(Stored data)
- - - -

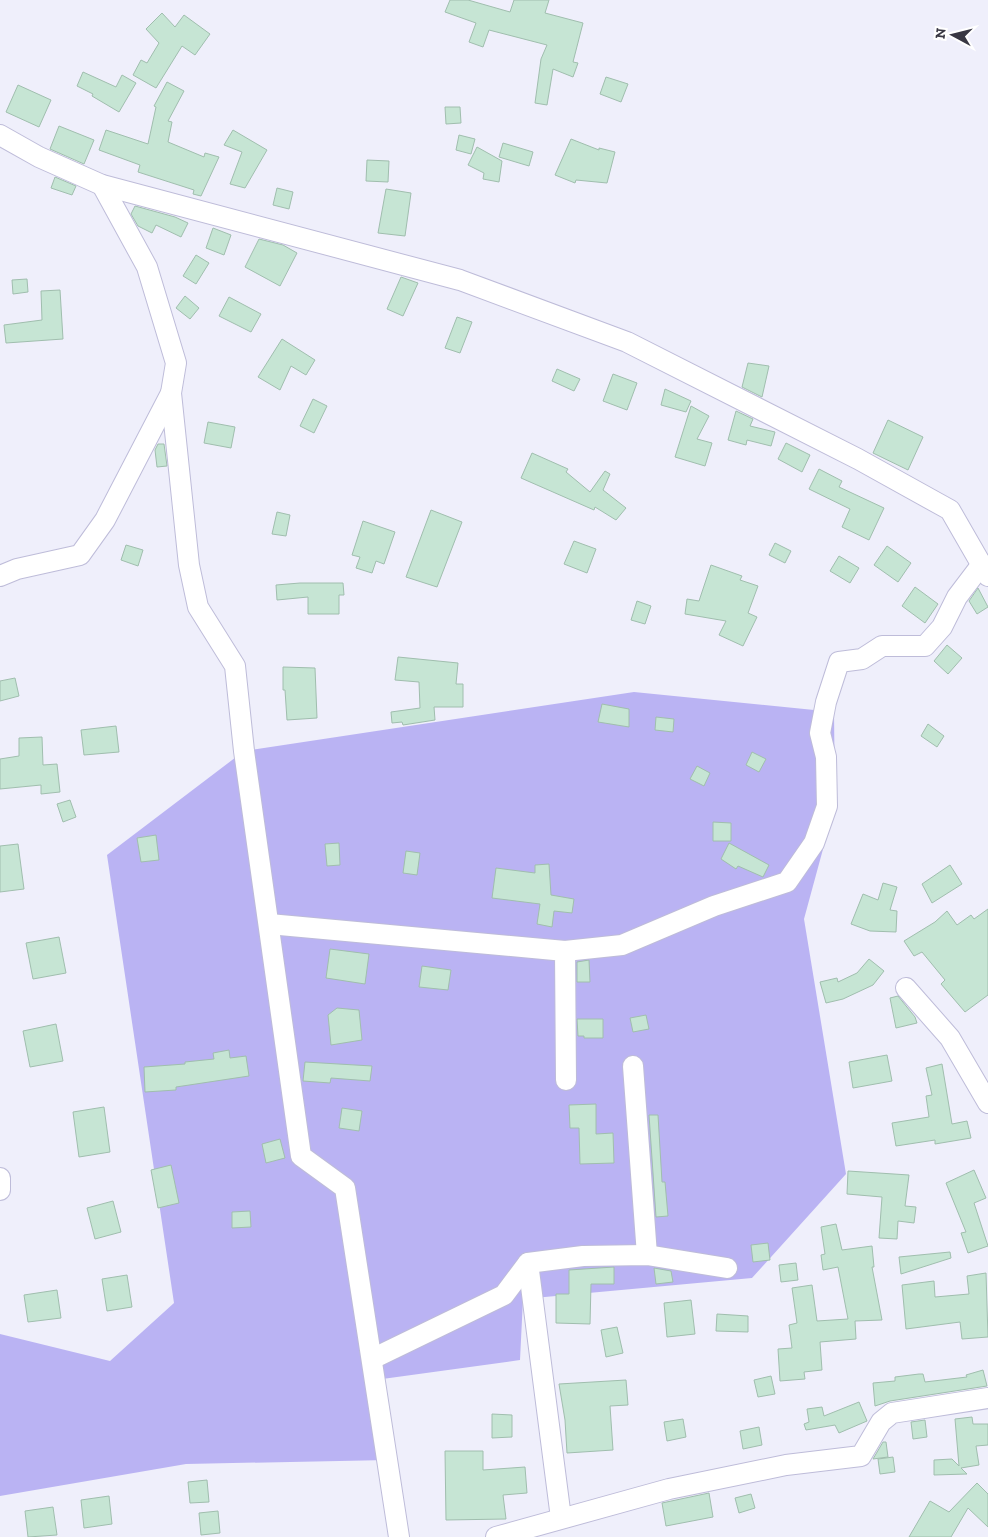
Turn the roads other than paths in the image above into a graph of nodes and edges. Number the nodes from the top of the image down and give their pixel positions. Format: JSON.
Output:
{"nodes":[{"id":1,"x":0,"y":135,"type":"edge"},
{"id":2,"x":102,"y":186,"type":"junction"},
{"id":3,"x":171,"y":393,"type":"junction"},
{"id":4,"x":985,"y":570,"type":"edge"},
{"id":5,"x":0,"y":576,"type":"edge"},
{"id":6,"x":269,"y":924,"type":"junction"},
{"id":7,"x":565,"y":951,"type":"junction"},
{"id":8,"x":906,"y":988,"type":"dead end"},
{"id":9,"x":633,"y":1066,"type":"dead end"},
{"id":10,"x":566,"y":1080,"type":"dead end"},
{"id":11,"x":988,"y":1103,"type":"edge"},
{"id":12,"x":0,"y":1178,"type":"edge"},
{"id":13,"x":0,"y":1190,"type":"edge"},
{"id":14,"x":647,"y":1255,"type":"junction"},
{"id":15,"x":528,"y":1263,"type":"junction"},
{"id":16,"x":727,"y":1268,"type":"dead end"},
{"id":17,"x":372,"y":1359,"type":"junction"},
{"id":18,"x":988,"y":1398,"type":"edge"},
{"id":19,"x":561,"y":1518,"type":"junction"},
{"id":20,"x":399,"y":1537,"type":"edge"},
{"id":21,"x":496,"y":1537,"type":"edge"}],
"edges":[{"from":1,"to":2,"type":"street"},
{"from":2,"to":3,"type":"street"},
{"from":2,"to":4,"type":"street"},
{"from":3,"to":5,"type":"street"},
{"from":3,"to":6,"type":"street"},
{"from":4,"to":7,"type":"street"},
{"from":6,"to":7,"type":"street"},
{"from":6,"to":17,"type":"street"},
{"from":7,"to":10,"type":"street"},
{"from":8,"to":11,"type":"street"},
{"from":9,"to":14,"type":"street"},
{"from":12,"to":13,"type":"street"},
{"from":14,"to":15,"type":"street"},
{"from":14,"to":16,"type":"street"},
{"from":15,"to":17,"type":"street"},
{"from":15,"to":19,"type":"street"},
{"from":17,"to":20,"type":"street"},
{"from":18,"to":19,"type":"street"},
{"from":19,"to":21,"type":"street"}]}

- - - -

With the pictures omitted, repeat the full set of records above exactly.

Turn the roads other than paths in the image above into a graph of nodes and edges. Number the nodes from the top of the image down and give their pixel positions. Format: JSON.
Output:
{"nodes":[{"id":1,"x":0,"y":135,"type":"edge"},
{"id":2,"x":102,"y":186,"type":"junction"},
{"id":3,"x":171,"y":393,"type":"junction"},
{"id":4,"x":985,"y":570,"type":"edge"},
{"id":5,"x":0,"y":576,"type":"edge"},
{"id":6,"x":269,"y":924,"type":"junction"},
{"id":7,"x":565,"y":951,"type":"junction"},
{"id":8,"x":906,"y":988,"type":"dead end"},
{"id":9,"x":633,"y":1066,"type":"dead end"},
{"id":10,"x":566,"y":1080,"type":"dead end"},
{"id":11,"x":988,"y":1103,"type":"edge"},
{"id":12,"x":0,"y":1178,"type":"edge"},
{"id":13,"x":0,"y":1190,"type":"edge"},
{"id":14,"x":647,"y":1255,"type":"junction"},
{"id":15,"x":528,"y":1263,"type":"junction"},
{"id":16,"x":727,"y":1268,"type":"dead end"},
{"id":17,"x":372,"y":1359,"type":"junction"},
{"id":18,"x":988,"y":1398,"type":"edge"},
{"id":19,"x":561,"y":1518,"type":"junction"},
{"id":20,"x":399,"y":1537,"type":"edge"},
{"id":21,"x":496,"y":1537,"type":"edge"}],
"edges":[{"from":1,"to":2,"type":"street"},
{"from":2,"to":3,"type":"street"},
{"from":2,"to":4,"type":"street"},
{"from":3,"to":5,"type":"street"},
{"from":3,"to":6,"type":"street"},
{"from":4,"to":7,"type":"street"},
{"from":6,"to":7,"type":"street"},
{"from":6,"to":17,"type":"street"},
{"from":7,"to":10,"type":"street"},
{"from":8,"to":11,"type":"street"},
{"from":9,"to":14,"type":"street"},
{"from":12,"to":13,"type":"street"},
{"from":14,"to":15,"type":"street"},
{"from":14,"to":16,"type":"street"},
{"from":15,"to":17,"type":"street"},
{"from":15,"to":19,"type":"street"},
{"from":17,"to":20,"type":"street"},
{"from":18,"to":19,"type":"street"},
{"from":19,"to":21,"type":"street"}]}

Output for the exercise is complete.